== PROVIDED DATA ==
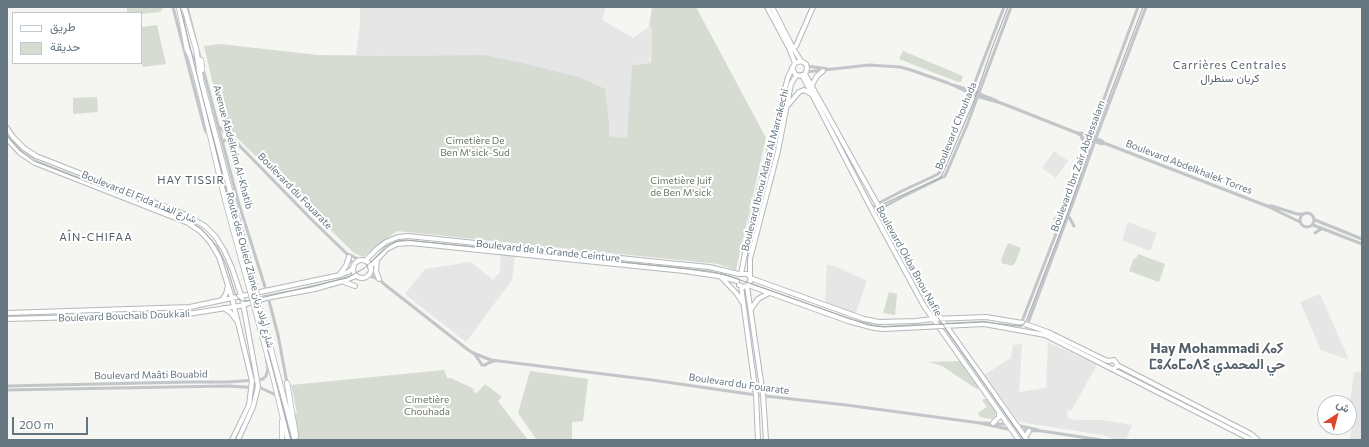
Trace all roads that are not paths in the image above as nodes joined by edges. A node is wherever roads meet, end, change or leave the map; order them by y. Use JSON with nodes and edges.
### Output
{"nodes":[{"id":1,"x":173,"y":7,"type":"edge"},
{"id":2,"x":178,"y":7,"type":"edge"},
{"id":3,"x":766,"y":7,"type":"edge"},
{"id":4,"x":772,"y":7,"type":"edge"},
{"id":5,"x":812,"y":7,"type":"edge"},
{"id":6,"x":1004,"y":7,"type":"edge"},
{"id":7,"x":1011,"y":7,"type":"edge"},
{"id":8,"x":1138,"y":7,"type":"edge"},
{"id":9,"x":1146,"y":7,"type":"edge"},
{"id":10,"x":187,"y":9,"type":"edge"},
{"id":11,"x":791,"y":48,"type":"junction"},
{"id":12,"x":201,"y":60,"type":"junction"},
{"id":13,"x":801,"y":61,"type":"junction"},
{"id":14,"x":793,"y":65,"type":"junction"},
{"id":15,"x":807,"y":66,"type":"junction"},
{"id":16,"x":830,"y":69,"type":"junction"},
{"id":17,"x":823,"y":71,"type":"junction"},
{"id":18,"x":803,"y":74,"type":"junction"},
{"id":19,"x":191,"y":75,"type":"junction"},
{"id":20,"x":197,"y":82,"type":"junction"},
{"id":21,"x":812,"y":85,"type":"junction"},
{"id":22,"x":203,"y":87,"type":"junction"},
{"id":23,"x":972,"y":92,"type":"junction"},
{"id":24,"x":812,"y":95,"type":"junction"},
{"id":25,"x":978,"y":95,"type":"junction"},
{"id":26,"x":787,"y":106,"type":"junction"},
{"id":27,"x":214,"y":112,"type":"junction"},
{"id":28,"x":212,"y":118,"type":"junction"},
{"id":29,"x":219,"y":127,"type":"junction"},
{"id":30,"x":7,"y":128,"type":"edge"},
{"id":31,"x":1077,"y":133,"type":"junction"},
{"id":32,"x":1081,"y":136,"type":"junction"},
{"id":33,"x":1089,"y":138,"type":"junction"},
{"id":34,"x":7,"y":139,"type":"edge"},
{"id":35,"x":211,"y":139,"type":"junction"},
{"id":36,"x":233,"y":139,"type":"junction"},
{"id":37,"x":1095,"y":140,"type":"junction"},
{"id":38,"x":222,"y":141,"type":"junction"},
{"id":39,"x":9,"y":144,"type":"edge"},
{"id":40,"x":1087,"y":147,"type":"junction"},
{"id":41,"x":228,"y":164,"type":"junction"},
{"id":42,"x":224,"y":170,"type":"junction"},
{"id":43,"x":877,"y":204,"type":"junction"},
{"id":44,"x":1267,"y":206,"type":"junction"},
{"id":45,"x":1065,"y":208,"type":"junction"},
{"id":46,"x":880,"y":209,"type":"junction"},
{"id":47,"x":872,"y":210,"type":"junction"},
{"id":48,"x":1304,"y":213,"type":"junction"},
{"id":49,"x":874,"y":215,"type":"junction"},
{"id":50,"x":1068,"y":215,"type":"junction"},
{"id":51,"x":1055,"y":219,"type":"dead end"},
{"id":52,"x":1315,"y":220,"type":"junction"},
{"id":53,"x":1300,"y":222,"type":"junction"},
{"id":54,"x":1313,"y":225,"type":"junction"},
{"id":55,"x":1074,"y":226,"type":"dead end"},
{"id":56,"x":1321,"y":229,"type":"junction"},
{"id":57,"x":1315,"y":232,"type":"dead end"},
{"id":58,"x":1362,"y":239,"type":"edge"},
{"id":59,"x":1362,"y":244,"type":"edge"},
{"id":60,"x":348,"y":255,"type":"junction"},
{"id":61,"x":378,"y":257,"type":"junction"},
{"id":62,"x":364,"y":261,"type":"junction"},
{"id":63,"x":354,"y":267,"type":"junction"},
{"id":64,"x":370,"y":268,"type":"junction"},
{"id":65,"x":740,"y":274,"type":"junction"},
{"id":66,"x":340,"y":275,"type":"junction"},
{"id":67,"x":368,"y":275,"type":"junction"},
{"id":68,"x":356,"y":276,"type":"junction"},
{"id":69,"x":720,"y":276,"type":"junction"},
{"id":70,"x":750,"y":277,"type":"junction"},
{"id":71,"x":379,"y":279,"type":"junction"},
{"id":72,"x":341,"y":281,"type":"junction"},
{"id":73,"x":737,"y":281,"type":"junction"},
{"id":74,"x":748,"y":285,"type":"junction"},
{"id":75,"x":228,"y":286,"type":"junction"},
{"id":76,"x":355,"y":286,"type":"dead end"},
{"id":77,"x":741,"y":286,"type":"junction"},
{"id":78,"x":266,"y":290,"type":"junction"},
{"id":79,"x":769,"y":293,"type":"junction"},
{"id":80,"x":241,"y":296,"type":"junction"},
{"id":81,"x":268,"y":297,"type":"junction"},
{"id":82,"x":232,"y":298,"type":"junction"},
{"id":83,"x":221,"y":300,"type":"junction"},
{"id":84,"x":249,"y":303,"type":"junction"},
{"id":85,"x":743,"y":303,"type":"junction"},
{"id":86,"x":243,"y":305,"type":"junction"},
{"id":87,"x":234,"y":307,"type":"junction"},
{"id":88,"x":224,"y":308,"type":"junction"},
{"id":89,"x":751,"y":309,"type":"junction"},
{"id":90,"x":7,"y":313,"type":"edge"},
{"id":91,"x":932,"y":318,"type":"junction"},
{"id":92,"x":7,"y":319,"type":"edge"},
{"id":93,"x":941,"y":319,"type":"junction"},
{"id":94,"x":239,"y":323,"type":"junction"},
{"id":95,"x":246,"y":323,"type":"junction"},
{"id":96,"x":1021,"y":323,"type":"junction"},
{"id":97,"x":1028,"y":325,"type":"junction"},
{"id":98,"x":947,"y":326,"type":"junction"},
{"id":99,"x":954,"y":326,"type":"junction"},
{"id":100,"x":938,"y":327,"type":"junction"},
{"id":101,"x":1019,"y":330,"type":"junction"},
{"id":102,"x":1025,"y":331,"type":"junction"},
{"id":103,"x":951,"y":333,"type":"junction"},
{"id":104,"x":265,"y":349,"type":"junction"},
{"id":105,"x":474,"y":353,"type":"junction"},
{"id":106,"x":483,"y":356,"type":"junction"},
{"id":107,"x":487,"y":358,"type":"junction"},
{"id":108,"x":479,"y":360,"type":"junction"},
{"id":109,"x":495,"y":360,"type":"junction"},
{"id":110,"x":1109,"y":361,"type":"junction"},
{"id":111,"x":488,"y":363,"type":"junction"},
{"id":112,"x":1108,"y":367,"type":"junction"},
{"id":113,"x":1115,"y":367,"type":"junction"},
{"id":114,"x":257,"y":380,"type":"junction"},
{"id":115,"x":252,"y":381,"type":"junction"},
{"id":116,"x":287,"y":383,"type":"joint"},
{"id":117,"x":7,"y":386,"type":"edge"},
{"id":118,"x":252,"y":387,"type":"junction"},
{"id":119,"x":258,"y":387,"type":"junction"},
{"id":120,"x":7,"y":390,"type":"edge"},
{"id":121,"x":756,"y":395,"type":"junction"},
{"id":122,"x":764,"y":395,"type":"junction"},
{"id":123,"x":278,"y":396,"type":"junction"},
{"id":124,"x":999,"y":412,"type":"junction"},
{"id":125,"x":282,"y":413,"type":"junction"},
{"id":126,"x":980,"y":423,"type":"junction"},
{"id":127,"x":993,"y":423,"type":"junction"},
{"id":128,"x":1009,"y":425,"type":"junction"},
{"id":129,"x":1016,"y":425,"type":"junction"},
{"id":130,"x":1012,"y":430,"type":"junction"},
{"id":131,"x":1020,"y":430,"type":"junction"},
{"id":132,"x":1029,"y":431,"type":"junction"},
{"id":133,"x":1042,"y":431,"type":"junction"},
{"id":134,"x":1026,"y":439,"type":"edge"},
{"id":135,"x":232,"y":440,"type":"edge"},
{"id":136,"x":238,"y":440,"type":"edge"},
{"id":137,"x":282,"y":440,"type":"edge"},
{"id":138,"x":288,"y":440,"type":"edge"},
{"id":139,"x":296,"y":440,"type":"edge"},
{"id":140,"x":758,"y":440,"type":"edge"},
{"id":141,"x":766,"y":440,"type":"edge"},
{"id":142,"x":1019,"y":440,"type":"edge"},
{"id":143,"x":1101,"y":440,"type":"edge"},
{"id":144,"x":1252,"y":440,"type":"edge"},
{"id":145,"x":1258,"y":440,"type":"edge"}],
"edges":[{"from":1,"to":19,"type":"street","name":"Avenue Abdelkrim Al-Khatib"},
{"from":2,"to":20,"type":"highway","name":"Route des Ouled Ziane شارع أولاد زيان"},
{"from":3,"to":11,"type":"main road"},
{"from":4,"to":11,"type":"main road"},
{"from":5,"to":11,"type":"main road"},
{"from":6,"to":23,"type":"street","name":"Boulevard Chouhada"},
{"from":7,"to":25,"type":"street","name":"Boulevard Chouhada"},
{"from":8,"to":33,"type":"street","name":"Boulevard Ibn Zair Abdessalam"},
{"from":9,"to":37,"type":"street","name":"Boulevard Ibn Zair Abdessalam"},
{"from":10,"to":12,"type":"street","name":"Avenue Abdelkrim Al-Khatib"},
{"from":10,"to":22,"type":"highway","name":"Route des Ouled Ziane شارع أولاد زيان"},
{"from":11,"to":13,"type":"main road"},
{"from":11,"to":14,"type":"main road"},
{"from":12,"to":22,"type":"highway"},
{"from":12,"to":27,"type":"street","name":"Avenue Abdelkrim Al-Khatib"},
{"from":13,"to":14,"type":"main road"},
{"from":13,"to":15,"type":"main road"},
{"from":14,"to":18,"type":"main road"},
{"from":14,"to":65,"type":"main road","name":"Boulevard Ibnou Adara Al Marrakechi"},
{"from":15,"to":16,"type":"street","name":"Boulevard Abdelkhalek Torres"},
{"from":15,"to":18,"type":"main road"},
{"from":16,"to":17,"type":"street","name":"Boulevard Abdelkhalek Torres"},
{"from":16,"to":23,"type":"street","name":"Boulevard Abdelkhalek Torres"},
{"from":17,"to":18,"type":"street","name":"Boulevard Abdelkhalek Torres"},
{"from":17,"to":21,"type":"main road"},
{"from":18,"to":21,"type":"main road","name":"Boulevard Okba Bnou Nafie"},
{"from":18,"to":24,"type":"main road","name":"Boulevard Okba Bnou Nafie"},
{"from":18,"to":26,"type":"main road","name":"Boulevard Ibnou Adara Al Marrakechi"},
{"from":19,"to":20,"type":"highway"},
{"from":19,"to":35,"type":"street","name":"Avenue Abdelkrim Al-Khatib"},
{"from":20,"to":35,"type":"highway","name":"Route des Ouled Ziane شارع أولاد زيان"},
{"from":21,"to":43,"type":"main road","name":"Boulevard Okba Bnou Nafie"},
{"from":22,"to":28,"type":"highway","name":"Route des Ouled Ziane شارع أولاد زيان"},
{"from":23,"to":25,"type":"street","name":"Boulevard Abdelkhalek Torres"},
{"from":23,"to":43,"type":"street","name":"Boulevard Chouhada"},
{"from":24,"to":26,"type":"main road"},
{"from":24,"to":47,"type":"main road","name":"Boulevard Okba Bnou Nafie"},
{"from":25,"to":31,"type":"street","name":"Boulevard Abdelkhalek Torres"},
{"from":25,"to":46,"type":"street","name":"Boulevard Chouhada"},
{"from":26,"to":70,"type":"main road","name":"Boulevard Ibnou Adara Al Marrakechi"},
{"from":27,"to":28,"type":"highway"},
{"from":27,"to":29,"type":"street","name":"Avenue Abdelkrim Al-Khatib"},
{"from":28,"to":42,"type":"highway","name":"Route des Ouled Ziane شارع أولاد زيان"},
{"from":29,"to":36,"type":"street","name":"Boulevard du Fouarate"},
{"from":29,"to":38,"type":"street","name":"Avenue Abdelkrim Al-Khatib"},
{"from":30,"to":80,"type":"main road","name":"Boulevard El Fida شارع الفداء"},
{"from":31,"to":32,"type":"street","name":"Boulevard Abdelkhalek Torres"},
{"from":31,"to":33,"type":"street","name":"Boulevard Abdelkhalek Torres"},
{"from":32,"to":33,"type":"street","name":"Boulevard Abdelkhalek Torres"},
{"from":32,"to":40,"type":"street"},
{"from":33,"to":37,"type":"street","name":"Boulevard Abdelkhalek Torres"},
{"from":33,"to":40,"type":"street","name":"Boulevard Ibn Zair Abdessalam"},
{"from":34,"to":39,"type":"main road","name":"Boulevard El Fida شارع الفداء"},
{"from":35,"to":104,"type":"highway","name":"Route des Ouled Ziane شارع أولاد زيان","bridge":true},
{"from":36,"to":38,"type":"street"},
{"from":36,"to":60,"type":"street","name":"Boulevard du Fouarate"},
{"from":37,"to":44,"type":"street","name":"Boulevard Abdelkhalek Torres"},
{"from":37,"to":50,"type":"street","name":"Boulevard Ibn Zair Abdessalam"},
{"from":38,"to":41,"type":"street","name":"Avenue Abdelkrim Al-Khatib"},
{"from":39,"to":75,"type":"main road","name":"Boulevard El Fida شارع الفداء"},
{"from":40,"to":45,"type":"street","name":"Boulevard Ibn Zair Abdessalam"},
{"from":41,"to":42,"type":"highway"},
{"from":41,"to":78,"type":"street","name":"Avenue Abdelkrim Al-Khatib"},
{"from":42,"to":139,"type":"highway","name":"Route des Ouled Ziane شارع أولاد زيان","bridge":true},
{"from":43,"to":46,"type":"main road","name":"Boulevard Okba Bnou Nafie"},
{"from":43,"to":47,"type":"street","name":"Boulevard Chouhada"},
{"from":44,"to":48,"type":"street","name":"Boulevard Abdelkhalek Torres"},
{"from":44,"to":53,"type":"street","name":"Boulevard Abdelkhalek Torres"},
{"from":45,"to":51,"type":"street"},
{"from":45,"to":96,"type":"street","name":"Boulevard Ibn Zair Abdessalam"},
{"from":46,"to":49,"type":"street","name":"Boulevard Chouhada"},
{"from":46,"to":93,"type":"main road","name":"Boulevard Okba Bnou Nafie"},
{"from":47,"to":49,"type":"main road","name":"Boulevard Okba Bnou Nafie"},
{"from":48,"to":52,"type":"street"},
{"from":48,"to":53,"type":"street"},
{"from":49,"to":91,"type":"main road","name":"Boulevard Okba Bnou Nafie"},
{"from":50,"to":55,"type":"street"},
{"from":50,"to":97,"type":"street","name":"Boulevard Ibn Zair Abdessalam"},
{"from":52,"to":54,"type":"street"},
{"from":52,"to":58,"type":"street"},
{"from":53,"to":54,"type":"street"},
{"from":54,"to":56,"type":"street"},
{"from":56,"to":57,"type":"street"},
{"from":56,"to":59,"type":"street"},
{"from":60,"to":62,"type":"street","name":"Boulevard du Fouarate"},
{"from":60,"to":63,"type":"street","name":"Boulevard du Fouarate"},
{"from":60,"to":66,"type":"main road"},
{"from":61,"to":64,"type":"main road","name":"Boulevard de la Grande Ceinture"},
{"from":61,"to":69,"type":"main road","name":"Boulevard de la Grande Ceinture"},
{"from":61,"to":71,"type":"main road"},
{"from":62,"to":63,"type":"main road"},
{"from":62,"to":64,"type":"main road"},
{"from":62,"to":65,"type":"main road","name":"Boulevard de la Grande Ceinture"},
{"from":63,"to":66,"type":"main road","name":"Boulevard Bouchaib Doukkali"},
{"from":63,"to":68,"type":"main road"},
{"from":64,"to":67,"type":"main road"},
{"from":64,"to":71,"type":"street","name":"Boulevard du Fouarate"},
{"from":65,"to":70,"type":"main road"},
{"from":65,"to":73,"type":"main road"},
{"from":66,"to":78,"type":"main road","name":"Boulevard Bouchaib Doukkali"},
{"from":67,"to":68,"type":"main road"},
{"from":67,"to":71,"type":"street","name":"Boulevard du Fouarate"},
{"from":68,"to":72,"type":"main road","name":"Boulevard Bouchaib Doukkali"},
{"from":69,"to":73,"type":"main road","name":"Boulevard de la Grande Ceinture"},
{"from":69,"to":85,"type":"main road"},
{"from":70,"to":74,"type":"main road"},
{"from":70,"to":91,"type":"main road"},
{"from":71,"to":105,"type":"street","name":"Boulevard du Fouarate"},
{"from":72,"to":76,"type":"main road"},
{"from":72,"to":81,"type":"main road","name":"Boulevard Bouchaib Doukkali"},
{"from":73,"to":77,"type":"main road"},
{"from":74,"to":77,"type":"main road"},
{"from":74,"to":79,"type":"main road"},
{"from":74,"to":89,"type":"main road"},
{"from":75,"to":82,"type":"main road","name":"Boulevard El Fida شارع الفداء"},
{"from":75,"to":83,"type":"main road"},
{"from":77,"to":85,"type":"main road"},
{"from":78,"to":80,"type":"main road","name":"Boulevard Bouchaib Doukkali"},
{"from":79,"to":89,"type":"main road"},
{"from":79,"to":100,"type":"main road"},
{"from":80,"to":82,"type":"main road","name":"Boulevard Bouchaib Doukkali"},
{"from":80,"to":86,"type":"main road","name":"Boulevard El Fida شارع الفداء"},
{"from":81,"to":84,"type":"main road","name":"Boulevard Bouchaib Doukkali"},
{"from":81,"to":116,"type":"street"},
{"from":82,"to":83,"type":"main road","name":"Boulevard Bouchaib Doukkali"},
{"from":82,"to":87,"type":"main road","name":"Boulevard El Fida شارع الفداء"},
{"from":83,"to":90,"type":"main road","name":"Boulevard Bouchaib Doukkali"},
{"from":84,"to":86,"type":"main road","name":"Boulevard Bouchaib Doukkali"},
{"from":84,"to":95,"type":"main road"},
{"from":85,"to":121,"type":"main road"},
{"from":86,"to":87,"type":"main road","name":"Boulevard Bouchaib Doukkali"},
{"from":86,"to":95,"type":"main road","name":"Boulevard El Fida شارع الفداء"},
{"from":87,"to":88,"type":"main road","name":"Boulevard Bouchaib Doukkali"},
{"from":87,"to":94,"type":"main road","name":"Boulevard El Fida شارع الفداء"},
{"from":88,"to":92,"type":"main road","name":"Boulevard Bouchaib Doukkali"},
{"from":88,"to":94,"type":"main road"},
{"from":89,"to":122,"type":"main road"},
{"from":91,"to":93,"type":"main road"},
{"from":91,"to":100,"type":"main road","name":"Boulevard Okba Bnou Nafie"},
{"from":93,"to":96,"type":"main road"},
{"from":93,"to":98,"type":"main road","name":"Boulevard Okba Bnou Nafie"},
{"from":94,"to":115,"type":"main road","name":"Boulevard El Fida شارع الفداء"},
{"from":95,"to":114,"type":"main road","name":"Boulevard El Fida شارع الفداء"},
{"from":96,"to":97,"type":"main road"},
{"from":96,"to":101,"type":"street","name":"Boulevard Ibn Zair Abdessalam"},
{"from":97,"to":102,"type":"street","name":"Boulevard Ibn Zair Abdessalam"},
{"from":97,"to":110,"type":"main road"},
{"from":98,"to":99,"type":"main road"},
{"from":98,"to":100,"type":"main road"},
{"from":98,"to":103,"type":"main road","name":"Boulevard Okba Bnou Nafie"},
{"from":99,"to":101,"type":"main road"},
{"from":99,"to":103,"type":"main road"},
{"from":100,"to":124,"type":"main road","name":"Boulevard Okba Bnou Nafie"},
{"from":101,"to":102,"type":"main road"},
{"from":102,"to":112,"type":"main road"},
{"from":103,"to":129,"type":"main road","name":"Boulevard Okba Bnou Nafie"},
{"from":104,"to":114,"type":"street"},
{"from":104,"to":123,"type":"highway","name":"Route des Ouled Ziane شارع أولاد زيان"},
{"from":105,"to":106,"type":"street","name":"Boulevard du Fouarate"},
{"from":105,"to":108,"type":"street","name":"Boulevard du Fouarate"},
{"from":106,"to":107,"type":"street","name":"Boulevard du Fouarate"},
{"from":106,"to":108,"type":"street"},
{"from":107,"to":109,"type":"street","name":"Boulevard du Fouarate"},
{"from":107,"to":111,"type":"street"},
{"from":108,"to":111,"type":"street"},
{"from":109,"to":111,"type":"street"},
{"from":109,"to":121,"type":"street","name":"Boulevard du Fouarate"},
{"from":110,"to":112,"type":"main road"},
{"from":110,"to":113,"type":"main road"},
{"from":112,"to":113,"type":"main road"},
{"from":113,"to":144,"type":"main road"},
{"from":113,"to":145,"type":"main road"},
{"from":114,"to":115,"type":"street","name":"Boulevard Maâti Bouabid"},
{"from":114,"to":119,"type":"main road","name":"Boulevard El Fida شارع الفداء"},
{"from":115,"to":117,"type":"street","name":"Boulevard Maâti Bouabid"},
{"from":115,"to":118,"type":"main road","name":"Boulevard El Fida شارع الفداء"},
{"from":116,"to":139,"type":"highway"},
{"from":118,"to":119,"type":"street","name":"Boulevard Maâti Bouabid"},
{"from":118,"to":120,"type":"street","name":"Boulevard Maâti Bouabid"},
{"from":118,"to":135,"type":"main road","name":"Boulevard El Fida شارع الفداء"},
{"from":119,"to":123,"type":"street","name":"Boulevard Maâti Bouabid"},
{"from":119,"to":136,"type":"main road"},
{"from":121,"to":122,"type":"street","name":"Boulevard du Fouarate"},
{"from":121,"to":140,"type":"main road"},
{"from":122,"to":126,"type":"street","name":"Boulevard du Fouarate"},
{"from":122,"to":141,"type":"main road"},
{"from":123,"to":125,"type":"highway","name":"Route des Ouled Ziane شارع أولاد زيان"},
{"from":124,"to":127,"type":"main road"},
{"from":124,"to":128,"type":"main road","name":"Boulevard Okba Bnou Nafie"},
{"from":125,"to":137,"type":"highway"},
{"from":125,"to":138,"type":"highway","name":"Route des Ouled Ziane شارع أولاد زيان"},
{"from":126,"to":127,"type":"street","name":"Boulevard du Fouarate"},
{"from":126,"to":130,"type":"street","name":"Boulevard du Fouarate"},
{"from":127,"to":128,"type":"street","name":"Boulevard du Fouarate"},
{"from":128,"to":129,"type":"street","name":"Boulevard du Fouarate"},
{"from":128,"to":130,"type":"main road","name":"Boulevard Okba Bnou Nafie"},
{"from":129,"to":131,"type":"main road","name":"Boulevard Okba Bnou Nafie"},
{"from":129,"to":133,"type":"street","name":"Boulevard du Fouarate"},
{"from":130,"to":131,"type":"street","name":"Boulevard du Fouarate"},
{"from":130,"to":142,"type":"main road","name":"Boulevard Okba Bnou Nafie"},
{"from":131,"to":132,"type":"street","name":"Boulevard du Fouarate"},
{"from":131,"to":134,"type":"main road","name":"Boulevard Okba Bnou Nafie"},
{"from":132,"to":133,"type":"street","name":"Boulevard du Fouarate"},
{"from":132,"to":134,"type":"main road"},
{"from":133,"to":143,"type":"street","name":"Boulevard du Fouarate"}]}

== WORK INSTRUCTIONS ==
Every line of the entries above that holds "Adara" should be copied out.

== RESULT OF THIS EXERCISE ==
{"from":14,"to":65,"type":"main road","name":"Boulevard Ibnou Adara Al Marrakechi"},
{"from":18,"to":26,"type":"main road","name":"Boulevard Ibnou Adara Al Marrakechi"},
{"from":26,"to":70,"type":"main road","name":"Boulevard Ibnou Adara Al Marrakechi"},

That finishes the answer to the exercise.